Task to complete:
Across the entries below, please work out how many lines contain the string "order" and give only the number.

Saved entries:

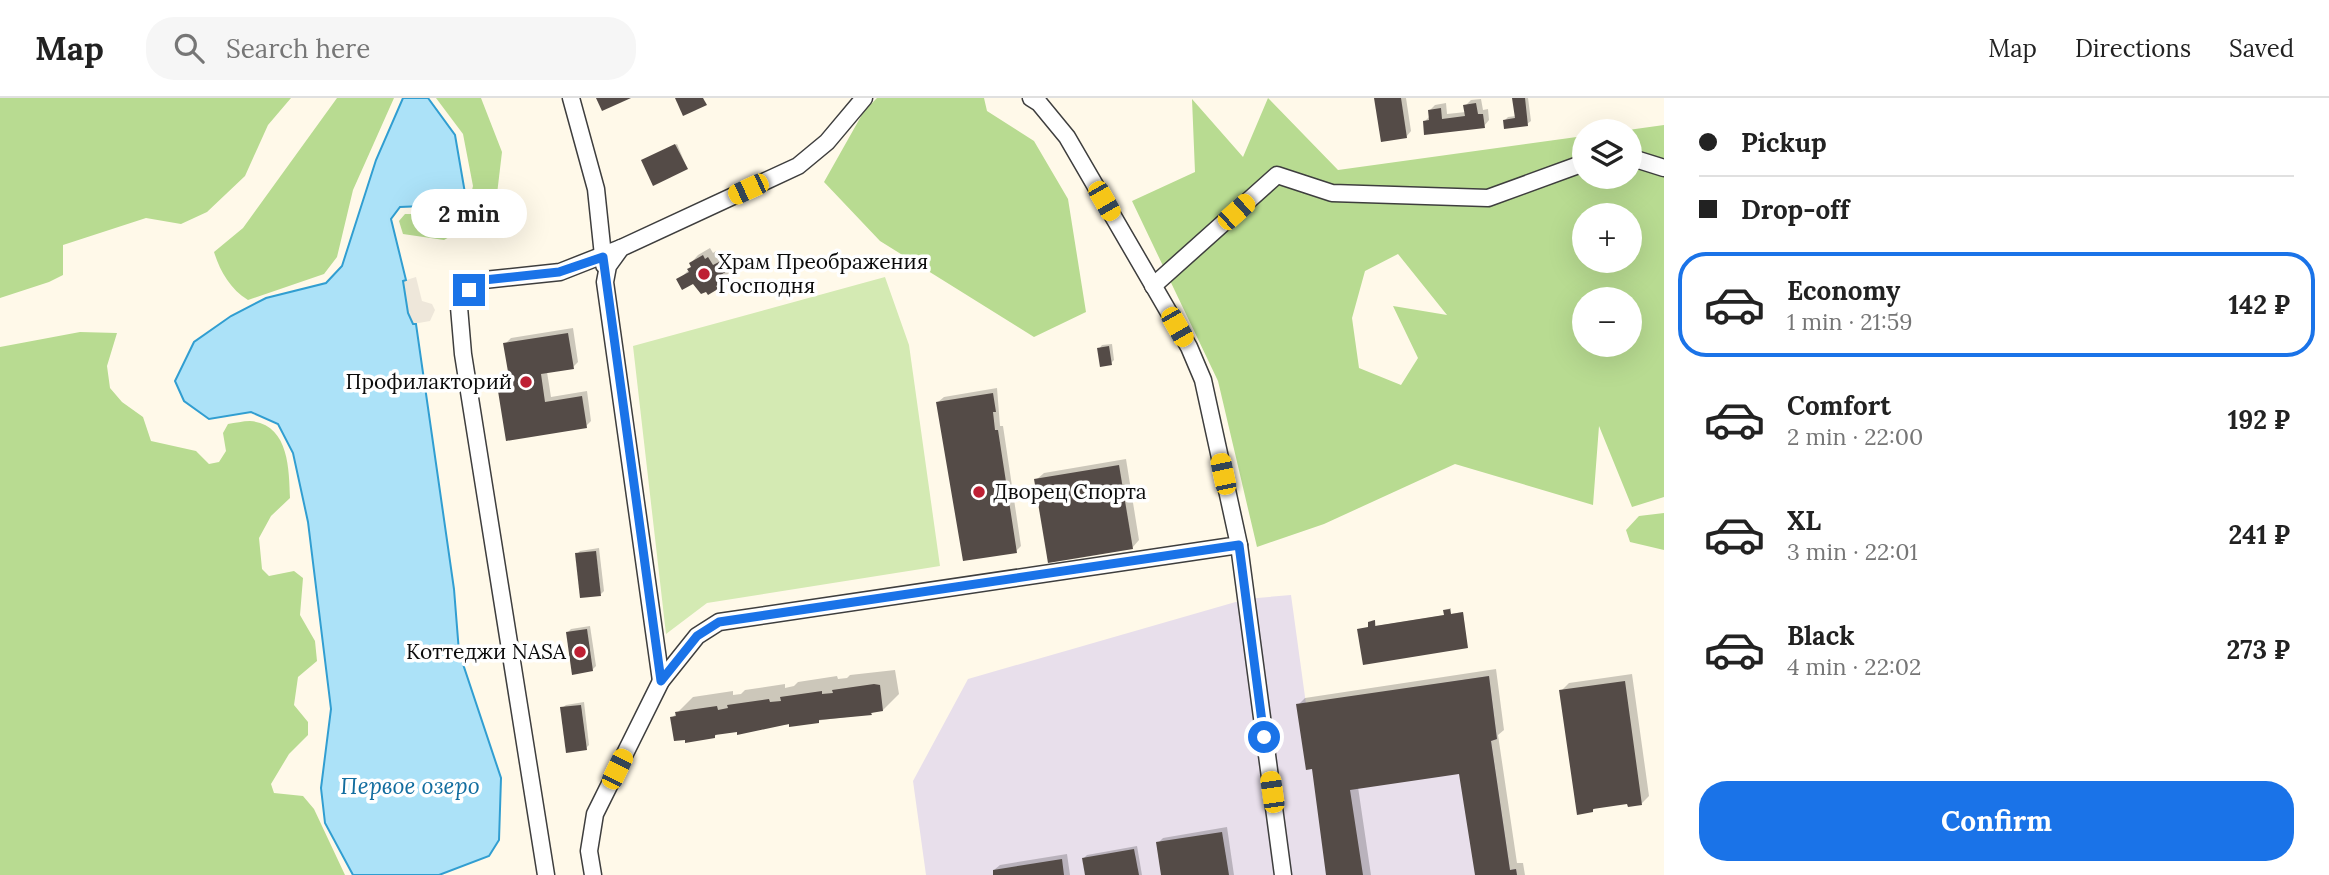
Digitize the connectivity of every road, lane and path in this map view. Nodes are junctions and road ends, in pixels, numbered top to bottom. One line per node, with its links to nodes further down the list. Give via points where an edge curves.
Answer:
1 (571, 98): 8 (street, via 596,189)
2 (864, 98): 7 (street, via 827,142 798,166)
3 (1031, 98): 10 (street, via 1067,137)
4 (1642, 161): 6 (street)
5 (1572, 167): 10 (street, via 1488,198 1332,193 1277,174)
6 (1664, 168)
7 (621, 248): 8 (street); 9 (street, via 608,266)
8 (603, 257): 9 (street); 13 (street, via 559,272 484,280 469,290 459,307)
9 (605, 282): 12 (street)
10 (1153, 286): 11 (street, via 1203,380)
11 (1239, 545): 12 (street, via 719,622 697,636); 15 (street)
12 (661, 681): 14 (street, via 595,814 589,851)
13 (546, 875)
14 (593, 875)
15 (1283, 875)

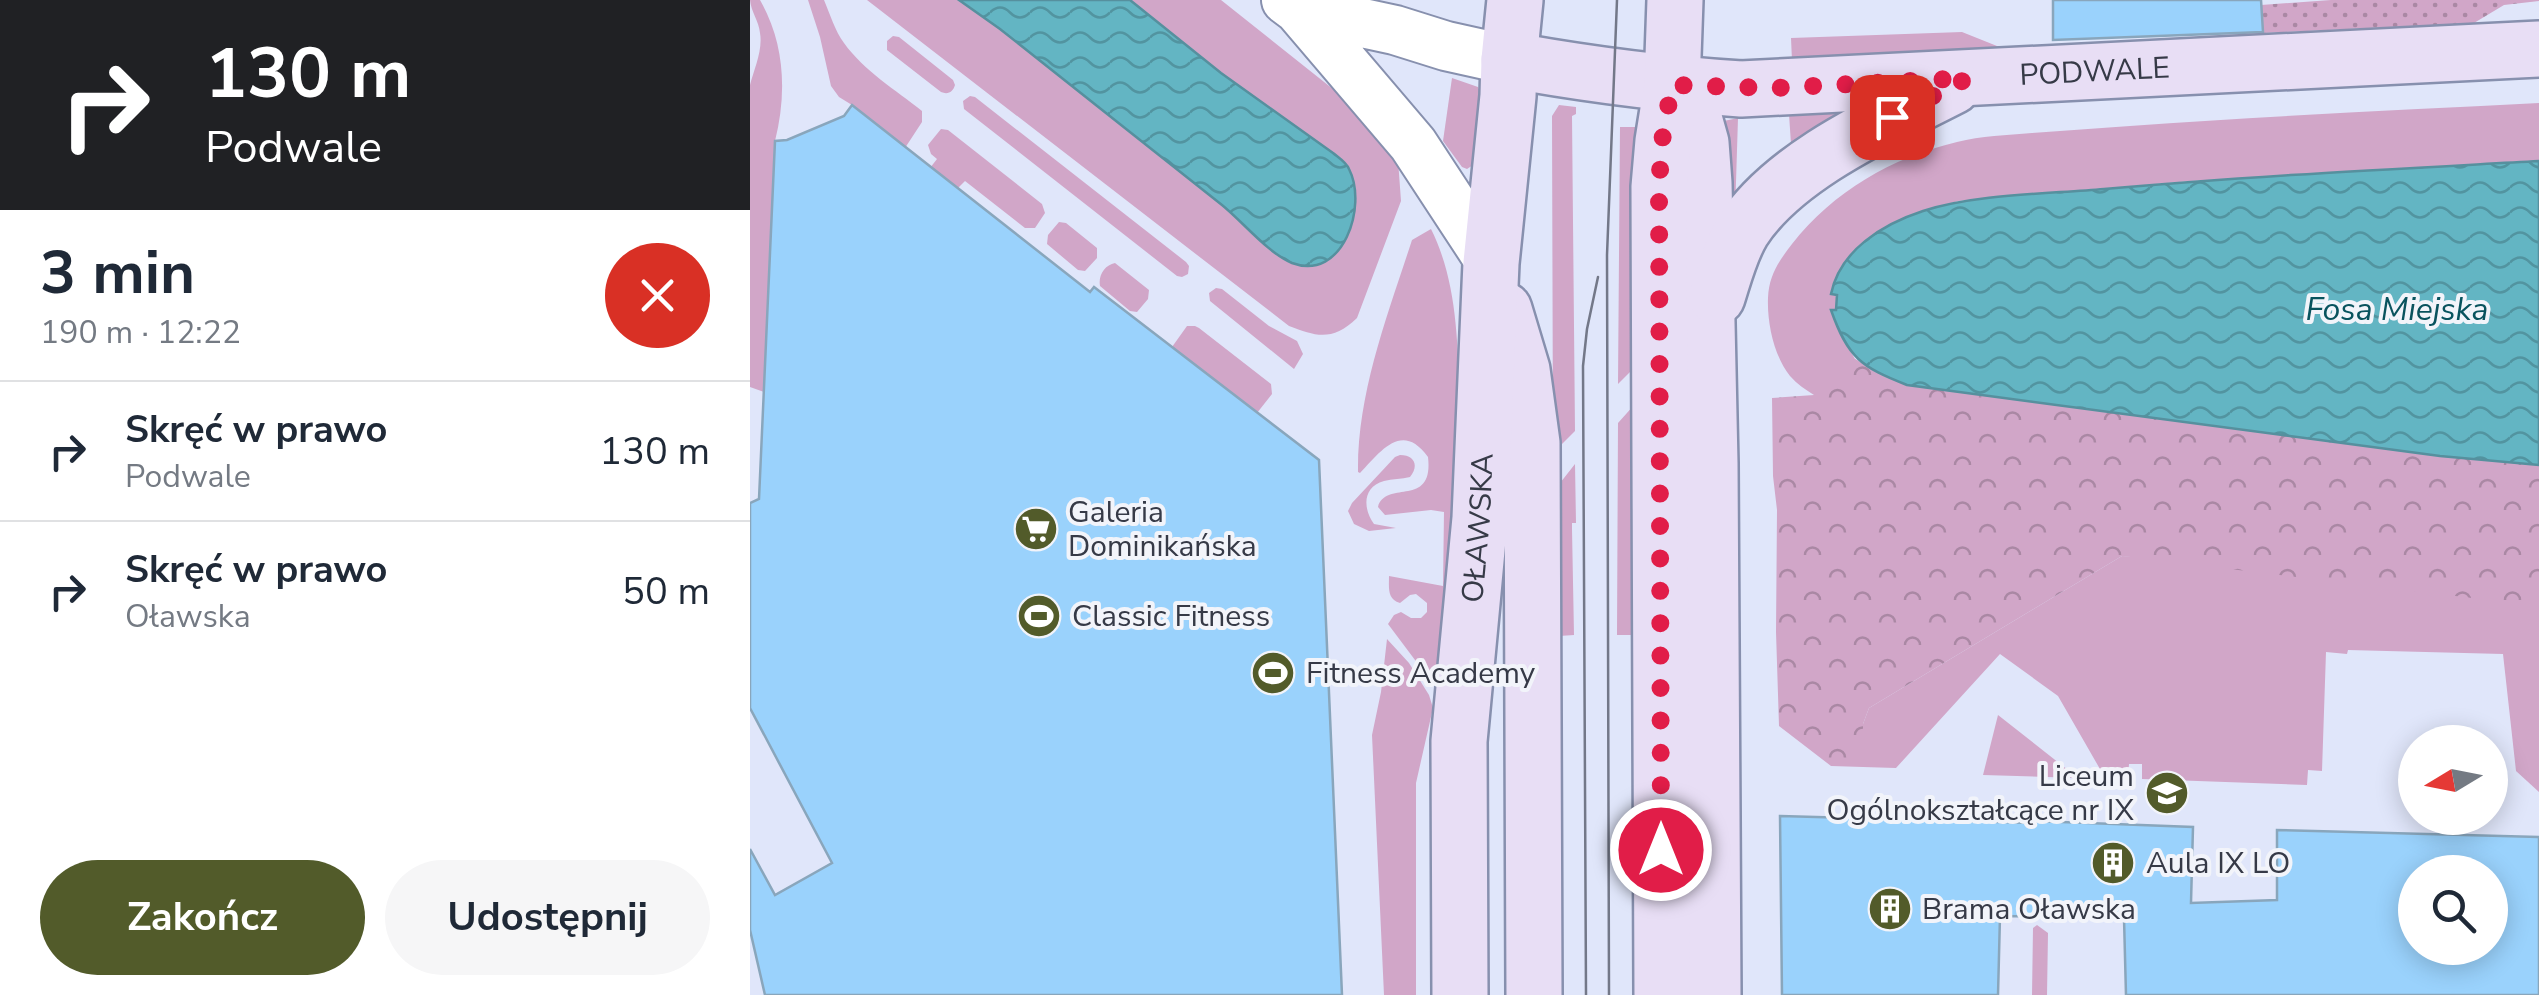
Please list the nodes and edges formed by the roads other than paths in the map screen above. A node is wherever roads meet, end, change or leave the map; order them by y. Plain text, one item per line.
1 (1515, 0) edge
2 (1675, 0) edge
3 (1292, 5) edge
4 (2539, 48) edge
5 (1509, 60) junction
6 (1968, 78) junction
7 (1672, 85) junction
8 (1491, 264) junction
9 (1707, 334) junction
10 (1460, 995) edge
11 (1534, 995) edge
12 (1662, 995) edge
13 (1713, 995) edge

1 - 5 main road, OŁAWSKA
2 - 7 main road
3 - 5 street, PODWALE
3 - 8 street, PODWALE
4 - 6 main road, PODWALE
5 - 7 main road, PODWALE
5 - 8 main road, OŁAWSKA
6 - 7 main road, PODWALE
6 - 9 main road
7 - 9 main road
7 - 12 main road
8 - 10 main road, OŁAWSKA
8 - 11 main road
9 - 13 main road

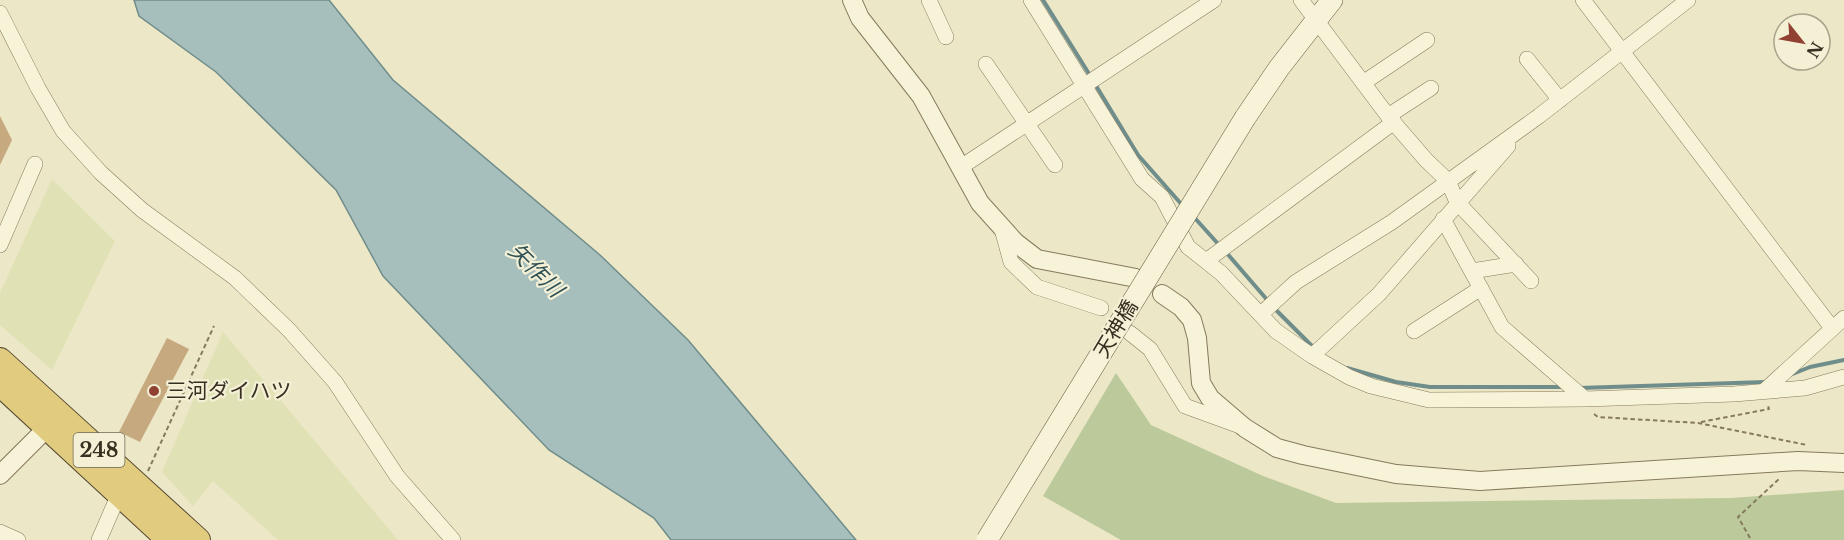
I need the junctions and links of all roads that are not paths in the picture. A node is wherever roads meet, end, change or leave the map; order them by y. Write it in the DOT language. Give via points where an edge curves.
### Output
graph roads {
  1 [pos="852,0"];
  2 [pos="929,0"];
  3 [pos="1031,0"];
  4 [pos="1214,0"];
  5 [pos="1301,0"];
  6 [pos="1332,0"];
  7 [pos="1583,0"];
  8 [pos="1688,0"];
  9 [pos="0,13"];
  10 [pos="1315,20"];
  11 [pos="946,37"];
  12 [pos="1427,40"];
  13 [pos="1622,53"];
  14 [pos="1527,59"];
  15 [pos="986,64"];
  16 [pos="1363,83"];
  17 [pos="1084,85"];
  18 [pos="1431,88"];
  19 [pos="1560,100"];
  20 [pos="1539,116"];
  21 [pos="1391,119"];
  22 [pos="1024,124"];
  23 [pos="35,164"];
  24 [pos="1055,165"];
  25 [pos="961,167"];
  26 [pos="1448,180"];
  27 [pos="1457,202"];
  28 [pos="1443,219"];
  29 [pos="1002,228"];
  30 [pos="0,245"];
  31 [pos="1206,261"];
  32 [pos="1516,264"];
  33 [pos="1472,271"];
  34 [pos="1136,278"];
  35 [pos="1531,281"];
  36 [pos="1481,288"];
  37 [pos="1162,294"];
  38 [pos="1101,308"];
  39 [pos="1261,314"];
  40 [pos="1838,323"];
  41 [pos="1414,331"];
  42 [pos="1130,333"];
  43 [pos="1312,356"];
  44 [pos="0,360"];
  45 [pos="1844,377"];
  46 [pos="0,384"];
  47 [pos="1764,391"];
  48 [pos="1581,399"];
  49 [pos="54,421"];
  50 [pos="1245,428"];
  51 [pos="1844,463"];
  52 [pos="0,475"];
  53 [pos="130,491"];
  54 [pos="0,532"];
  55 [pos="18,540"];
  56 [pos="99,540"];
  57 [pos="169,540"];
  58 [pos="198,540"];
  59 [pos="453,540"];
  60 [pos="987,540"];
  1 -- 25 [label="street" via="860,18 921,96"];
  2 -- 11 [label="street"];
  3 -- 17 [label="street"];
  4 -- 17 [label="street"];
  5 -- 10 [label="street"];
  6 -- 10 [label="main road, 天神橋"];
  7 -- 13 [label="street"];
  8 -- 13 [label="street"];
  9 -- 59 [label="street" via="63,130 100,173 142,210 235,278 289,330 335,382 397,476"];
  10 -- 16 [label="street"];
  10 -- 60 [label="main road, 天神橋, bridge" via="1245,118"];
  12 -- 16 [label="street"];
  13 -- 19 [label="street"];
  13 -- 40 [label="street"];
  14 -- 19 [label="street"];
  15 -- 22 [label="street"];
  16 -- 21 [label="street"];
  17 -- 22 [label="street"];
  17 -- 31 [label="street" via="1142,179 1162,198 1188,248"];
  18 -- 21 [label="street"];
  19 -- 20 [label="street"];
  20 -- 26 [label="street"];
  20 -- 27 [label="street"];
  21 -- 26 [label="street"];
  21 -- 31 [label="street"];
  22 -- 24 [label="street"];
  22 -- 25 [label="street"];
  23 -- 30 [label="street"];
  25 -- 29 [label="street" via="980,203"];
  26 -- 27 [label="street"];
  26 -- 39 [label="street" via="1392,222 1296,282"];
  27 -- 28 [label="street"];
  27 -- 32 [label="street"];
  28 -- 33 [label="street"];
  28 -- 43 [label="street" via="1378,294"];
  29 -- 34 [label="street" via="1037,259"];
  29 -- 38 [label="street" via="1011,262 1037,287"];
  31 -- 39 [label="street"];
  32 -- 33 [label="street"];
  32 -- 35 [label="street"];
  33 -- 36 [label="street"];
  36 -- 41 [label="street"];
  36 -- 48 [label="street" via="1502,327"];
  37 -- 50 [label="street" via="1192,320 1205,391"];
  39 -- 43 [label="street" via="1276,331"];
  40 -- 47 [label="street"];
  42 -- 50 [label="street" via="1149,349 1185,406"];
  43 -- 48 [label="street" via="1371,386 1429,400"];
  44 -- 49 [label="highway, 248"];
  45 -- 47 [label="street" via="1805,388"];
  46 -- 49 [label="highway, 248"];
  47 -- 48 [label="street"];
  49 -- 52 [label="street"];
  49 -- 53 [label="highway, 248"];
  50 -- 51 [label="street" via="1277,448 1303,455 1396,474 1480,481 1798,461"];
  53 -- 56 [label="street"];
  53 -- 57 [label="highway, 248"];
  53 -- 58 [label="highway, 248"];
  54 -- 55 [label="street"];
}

Solution to the exercise:
2